## Exercise prompt
The answer must be an exact printing of every record below, with the pictures omitted.

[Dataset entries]
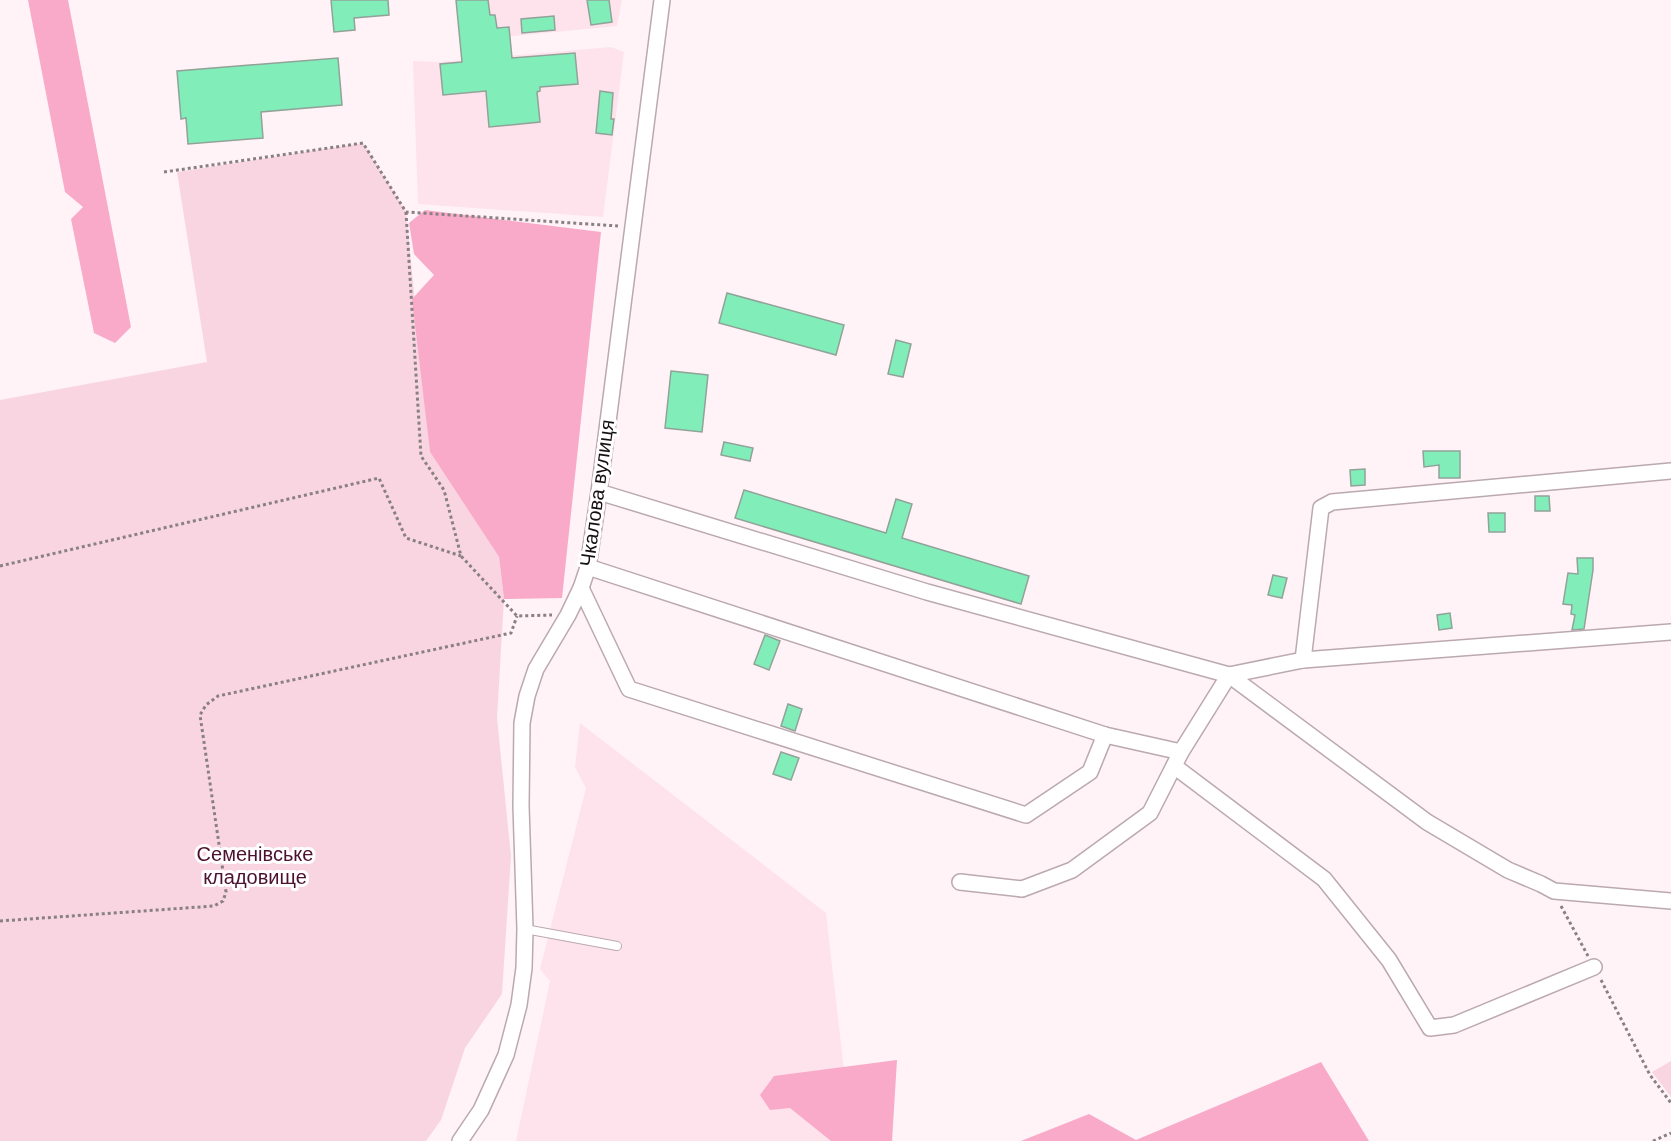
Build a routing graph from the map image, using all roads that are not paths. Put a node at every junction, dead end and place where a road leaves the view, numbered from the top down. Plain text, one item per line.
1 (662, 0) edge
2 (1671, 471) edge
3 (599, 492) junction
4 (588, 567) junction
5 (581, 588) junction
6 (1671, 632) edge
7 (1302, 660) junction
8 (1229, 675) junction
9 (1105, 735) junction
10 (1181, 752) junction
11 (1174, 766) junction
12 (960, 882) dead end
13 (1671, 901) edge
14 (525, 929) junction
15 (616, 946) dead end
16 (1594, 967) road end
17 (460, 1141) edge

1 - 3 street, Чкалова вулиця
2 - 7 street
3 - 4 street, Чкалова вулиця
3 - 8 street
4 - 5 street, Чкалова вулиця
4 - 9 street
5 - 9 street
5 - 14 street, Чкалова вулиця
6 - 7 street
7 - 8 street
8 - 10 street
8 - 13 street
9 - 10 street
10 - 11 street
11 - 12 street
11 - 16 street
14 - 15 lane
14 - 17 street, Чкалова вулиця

## Result
Build a routing graph from the map image, using all roads that are not paths. Put a node at every junction, dead end and place where a road leaves the view, numbered from the top down. Plain text, one item per line.
1 (662, 0) edge
2 (1671, 471) edge
3 (599, 492) junction
4 (588, 567) junction
5 (581, 588) junction
6 (1671, 632) edge
7 (1302, 660) junction
8 (1229, 675) junction
9 (1105, 735) junction
10 (1181, 752) junction
11 (1174, 766) junction
12 (960, 882) dead end
13 (1671, 901) edge
14 (525, 929) junction
15 (616, 946) dead end
16 (1594, 967) road end
17 (460, 1141) edge

1 - 3 street, Чкалова вулиця
2 - 7 street
3 - 4 street, Чкалова вулиця
3 - 8 street
4 - 5 street, Чкалова вулиця
4 - 9 street
5 - 9 street
5 - 14 street, Чкалова вулиця
6 - 7 street
7 - 8 street
8 - 10 street
8 - 13 street
9 - 10 street
10 - 11 street
11 - 12 street
11 - 16 street
14 - 15 lane
14 - 17 street, Чкалова вулиця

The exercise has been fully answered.